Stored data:
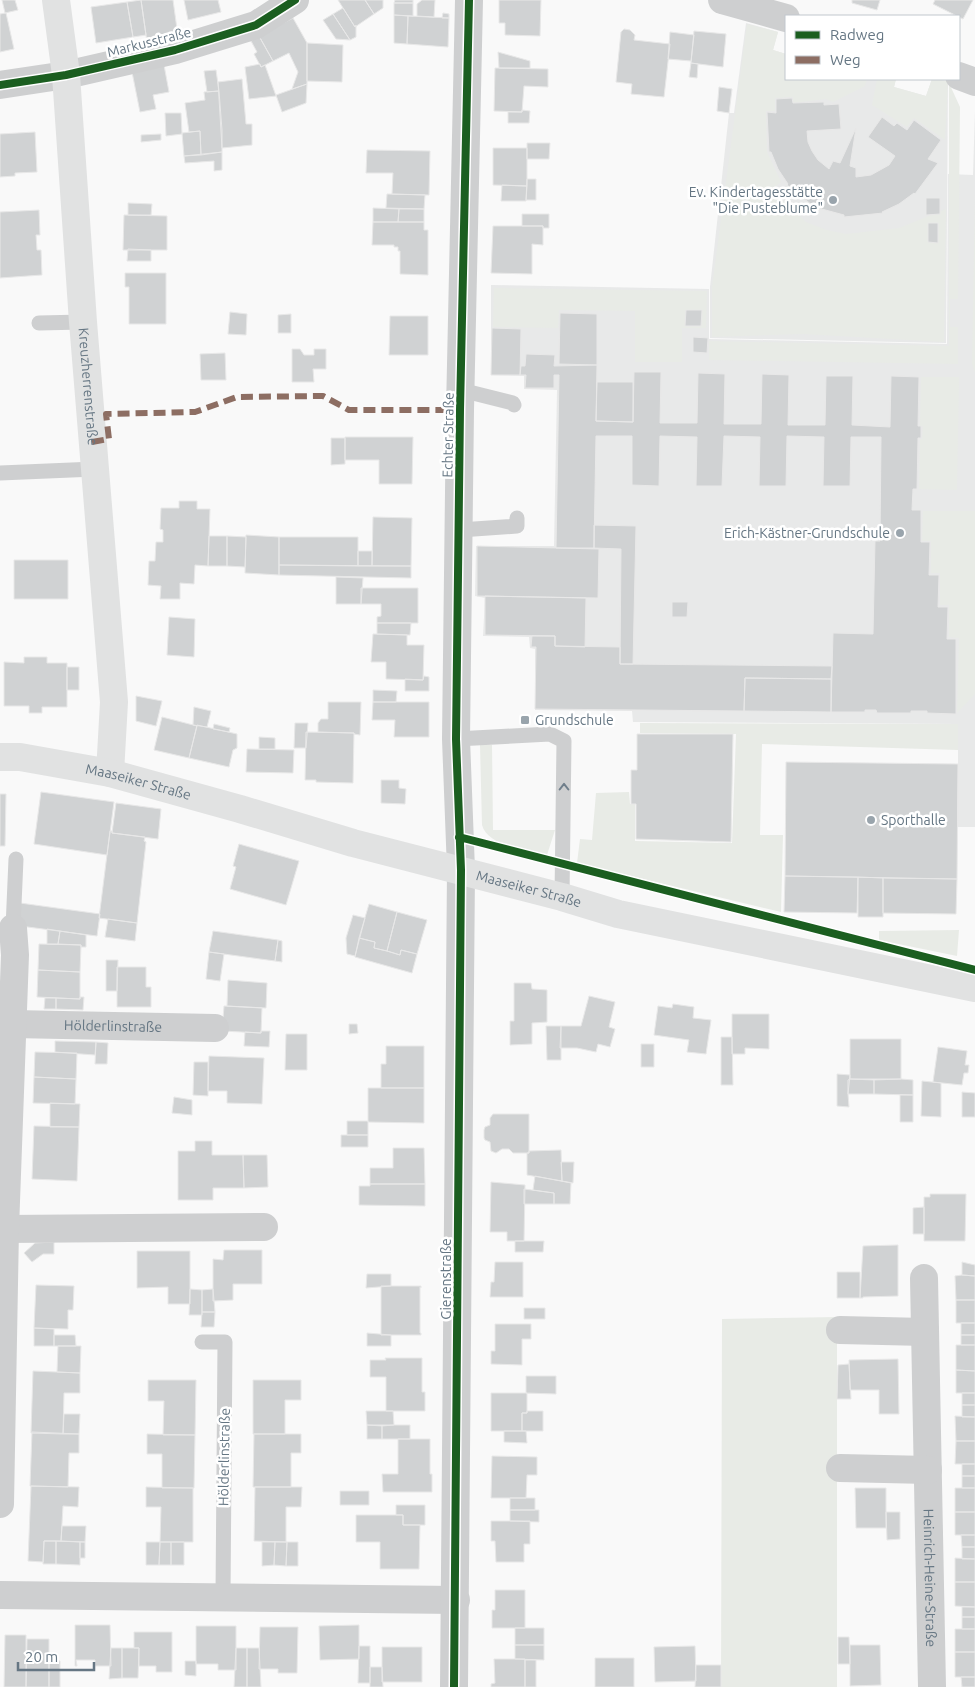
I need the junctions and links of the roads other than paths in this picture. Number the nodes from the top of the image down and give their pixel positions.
1 (56, 0) edge
2 (295, 0) edge
3 (469, 0) edge
4 (722, 0) edge
5 (785, 18) edge
6 (66, 75) junction
7 (960, 76) edge
8 (975, 82) edge
9 (0, 85) edge
10 (83, 322) junction
11 (39, 323) dead end
12 (461, 390) junction
13 (514, 405) dead end
14 (95, 469) junction
15 (0, 472) edge
16 (517, 518) dead end
17 (460, 530) junction
18 (456, 739) junction
19 (0, 757) edge
20 (110, 774) junction
21 (16, 859) dead end
22 (461, 870) junction
23 (562, 897) junction
24 (13, 928) joint
25 (975, 988) edge
26 (12, 1024) junction
27 (214, 1028) dead end
28 (264, 1228) dead end
29 (6, 1229) junction
30 (924, 1278) dead end
31 (840, 1330) dead end
32 (925, 1332) junction
33 (202, 1342) dead end
34 (840, 1468) dead end
35 (928, 1470) junction
36 (0, 1504) edge
37 (0, 1595) edge
38 (223, 1596) junction
39 (456, 1600) junction
40 (454, 1687) edge
41 (932, 1687) edge

1 - 6 street, Kreuzherrenstraße
2 - 6 street, Markusstraße
3 - 12 street, Echter Straße
4 - 5 street
6 - 9 street, Markusstraße
6 - 10 street, Kreuzherrenstraße
7 - 8 street
10 - 11 lane
10 - 14 street, Kreuzherrenstraße
12 - 13 lane
12 - 17 street, Echter Straße
14 - 15 lane
14 - 20 street, Kreuzherrenstraße
16 - 17 lane
17 - 18 street, Echter Straße
18 - 22 street, Echter Straße
23 -> 18 lane
19 - 20 street, Maaseiker Straße
20 - 22 street, Maaseiker Straße
21 - 24 lane
22 - 23 street, Maaseiker Straße
22 - 39 street, Gierenstraße
23 - 25 street, Maaseiker Straße
24 - 26 street
26 - 27 street, Hölderlinstraße
26 - 29 street
28 - 29 street
29 - 36 street
30 - 32 street, Heinrich-Heine-Straße
31 - 32 street
32 - 35 street, Heinrich-Heine-Straße
33 - 38 lane, Hölderlinstraße
34 - 35 street
35 - 41 street, Heinrich-Heine-Straße
37 - 38 street
38 - 39 street
39 - 40 street, Gierenstraße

About this exercise:
What you return must match the records above exactly, minus any images.

Response to this exercise:
I need the junctions and links of the roads other than paths in this picture. Number the nodes from the top of the image down and give their pixel positions.
1 (56, 0) edge
2 (295, 0) edge
3 (469, 0) edge
4 (722, 0) edge
5 (785, 18) edge
6 (66, 75) junction
7 (960, 76) edge
8 (975, 82) edge
9 (0, 85) edge
10 (83, 322) junction
11 (39, 323) dead end
12 (461, 390) junction
13 (514, 405) dead end
14 (95, 469) junction
15 (0, 472) edge
16 (517, 518) dead end
17 (460, 530) junction
18 (456, 739) junction
19 (0, 757) edge
20 (110, 774) junction
21 (16, 859) dead end
22 (461, 870) junction
23 (562, 897) junction
24 (13, 928) joint
25 (975, 988) edge
26 (12, 1024) junction
27 (214, 1028) dead end
28 (264, 1228) dead end
29 (6, 1229) junction
30 (924, 1278) dead end
31 (840, 1330) dead end
32 (925, 1332) junction
33 (202, 1342) dead end
34 (840, 1468) dead end
35 (928, 1470) junction
36 (0, 1504) edge
37 (0, 1595) edge
38 (223, 1596) junction
39 (456, 1600) junction
40 (454, 1687) edge
41 (932, 1687) edge

1 - 6 street, Kreuzherrenstraße
2 - 6 street, Markusstraße
3 - 12 street, Echter Straße
4 - 5 street
6 - 9 street, Markusstraße
6 - 10 street, Kreuzherrenstraße
7 - 8 street
10 - 11 lane
10 - 14 street, Kreuzherrenstraße
12 - 13 lane
12 - 17 street, Echter Straße
14 - 15 lane
14 - 20 street, Kreuzherrenstraße
16 - 17 lane
17 - 18 street, Echter Straße
18 - 22 street, Echter Straße
23 -> 18 lane
19 - 20 street, Maaseiker Straße
20 - 22 street, Maaseiker Straße
21 - 24 lane
22 - 23 street, Maaseiker Straße
22 - 39 street, Gierenstraße
23 - 25 street, Maaseiker Straße
24 - 26 street
26 - 27 street, Hölderlinstraße
26 - 29 street
28 - 29 street
29 - 36 street
30 - 32 street, Heinrich-Heine-Straße
31 - 32 street
32 - 35 street, Heinrich-Heine-Straße
33 - 38 lane, Hölderlinstraße
34 - 35 street
35 - 41 street, Heinrich-Heine-Straße
37 - 38 street
38 - 39 street
39 - 40 street, Gierenstraße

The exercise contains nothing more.